Problem requirements: Could you copy, word for word, only the lines from the one containing "Road topology of" through the last line of the records below, both included?
________________________________________
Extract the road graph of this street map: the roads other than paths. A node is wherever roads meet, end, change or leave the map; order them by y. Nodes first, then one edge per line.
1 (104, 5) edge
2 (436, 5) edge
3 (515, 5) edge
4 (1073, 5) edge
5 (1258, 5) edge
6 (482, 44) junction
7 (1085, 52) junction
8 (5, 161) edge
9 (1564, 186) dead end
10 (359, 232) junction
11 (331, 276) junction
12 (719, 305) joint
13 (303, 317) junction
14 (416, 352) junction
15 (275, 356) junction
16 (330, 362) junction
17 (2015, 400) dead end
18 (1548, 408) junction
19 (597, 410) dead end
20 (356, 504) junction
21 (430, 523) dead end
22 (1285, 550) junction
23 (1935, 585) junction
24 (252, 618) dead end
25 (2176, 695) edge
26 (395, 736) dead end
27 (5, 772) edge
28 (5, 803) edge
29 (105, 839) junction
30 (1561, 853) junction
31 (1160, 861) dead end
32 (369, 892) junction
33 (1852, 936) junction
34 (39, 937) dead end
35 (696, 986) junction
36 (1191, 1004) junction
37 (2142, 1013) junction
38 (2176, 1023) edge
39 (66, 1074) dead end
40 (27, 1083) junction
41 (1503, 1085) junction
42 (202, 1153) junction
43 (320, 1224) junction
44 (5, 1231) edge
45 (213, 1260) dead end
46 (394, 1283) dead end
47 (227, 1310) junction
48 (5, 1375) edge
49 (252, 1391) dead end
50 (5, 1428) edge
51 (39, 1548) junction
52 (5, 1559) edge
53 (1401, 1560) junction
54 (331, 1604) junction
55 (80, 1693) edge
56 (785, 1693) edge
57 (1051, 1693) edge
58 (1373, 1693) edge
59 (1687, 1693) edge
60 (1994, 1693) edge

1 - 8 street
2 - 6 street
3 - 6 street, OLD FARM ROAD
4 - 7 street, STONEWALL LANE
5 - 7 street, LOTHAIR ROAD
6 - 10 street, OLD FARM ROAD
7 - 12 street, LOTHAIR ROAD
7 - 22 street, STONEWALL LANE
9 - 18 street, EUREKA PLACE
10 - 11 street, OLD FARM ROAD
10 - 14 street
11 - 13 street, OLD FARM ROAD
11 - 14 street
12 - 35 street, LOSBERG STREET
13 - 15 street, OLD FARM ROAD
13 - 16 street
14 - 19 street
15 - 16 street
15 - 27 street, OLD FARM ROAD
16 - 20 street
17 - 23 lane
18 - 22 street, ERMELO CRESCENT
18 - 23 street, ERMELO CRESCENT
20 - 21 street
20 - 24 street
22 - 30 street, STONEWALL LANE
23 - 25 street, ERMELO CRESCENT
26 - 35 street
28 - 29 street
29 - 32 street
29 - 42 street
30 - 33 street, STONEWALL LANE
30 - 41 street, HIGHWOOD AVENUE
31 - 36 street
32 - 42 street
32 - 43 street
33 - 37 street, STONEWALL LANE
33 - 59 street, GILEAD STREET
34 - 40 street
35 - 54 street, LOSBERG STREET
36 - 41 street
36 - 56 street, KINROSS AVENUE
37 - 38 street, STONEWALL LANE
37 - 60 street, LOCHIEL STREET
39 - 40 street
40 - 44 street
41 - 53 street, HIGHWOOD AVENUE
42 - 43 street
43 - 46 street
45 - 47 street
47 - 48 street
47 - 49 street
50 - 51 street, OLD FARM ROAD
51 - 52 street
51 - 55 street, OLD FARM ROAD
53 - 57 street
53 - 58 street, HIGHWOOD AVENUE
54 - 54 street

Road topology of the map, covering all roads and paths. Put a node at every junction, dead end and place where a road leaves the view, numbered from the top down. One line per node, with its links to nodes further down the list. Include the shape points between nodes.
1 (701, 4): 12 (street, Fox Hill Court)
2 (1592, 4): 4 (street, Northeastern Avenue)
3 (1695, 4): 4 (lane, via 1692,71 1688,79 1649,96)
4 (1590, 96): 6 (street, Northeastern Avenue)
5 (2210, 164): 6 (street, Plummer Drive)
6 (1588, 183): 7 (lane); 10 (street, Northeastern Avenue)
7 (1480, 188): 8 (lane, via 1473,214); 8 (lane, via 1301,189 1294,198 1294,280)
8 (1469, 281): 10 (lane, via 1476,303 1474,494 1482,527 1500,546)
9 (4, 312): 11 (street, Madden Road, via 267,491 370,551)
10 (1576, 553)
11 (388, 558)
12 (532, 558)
________________________________________
Written solution:
Road topology of the map, covering all roads and paths. Put a node at every junction, dead end and place where a road leaves the view, numbered from the top down. One line per node, with its links to nodes further down the list. Include the shape points between nodes.
1 (701, 4): 12 (street, Fox Hill Court)
2 (1592, 4): 4 (street, Northeastern Avenue)
3 (1695, 4): 4 (lane, via 1692,71 1688,79 1649,96)
4 (1590, 96): 6 (street, Northeastern Avenue)
5 (2210, 164): 6 (street, Plummer Drive)
6 (1588, 183): 7 (lane); 10 (street, Northeastern Avenue)
7 (1480, 188): 8 (lane, via 1473,214); 8 (lane, via 1301,189 1294,198 1294,280)
8 (1469, 281): 10 (lane, via 1476,303 1474,494 1482,527 1500,546)
9 (4, 312): 11 (street, Madden Road, via 267,491 370,551)
10 (1576, 553)
11 (388, 558)
12 (532, 558)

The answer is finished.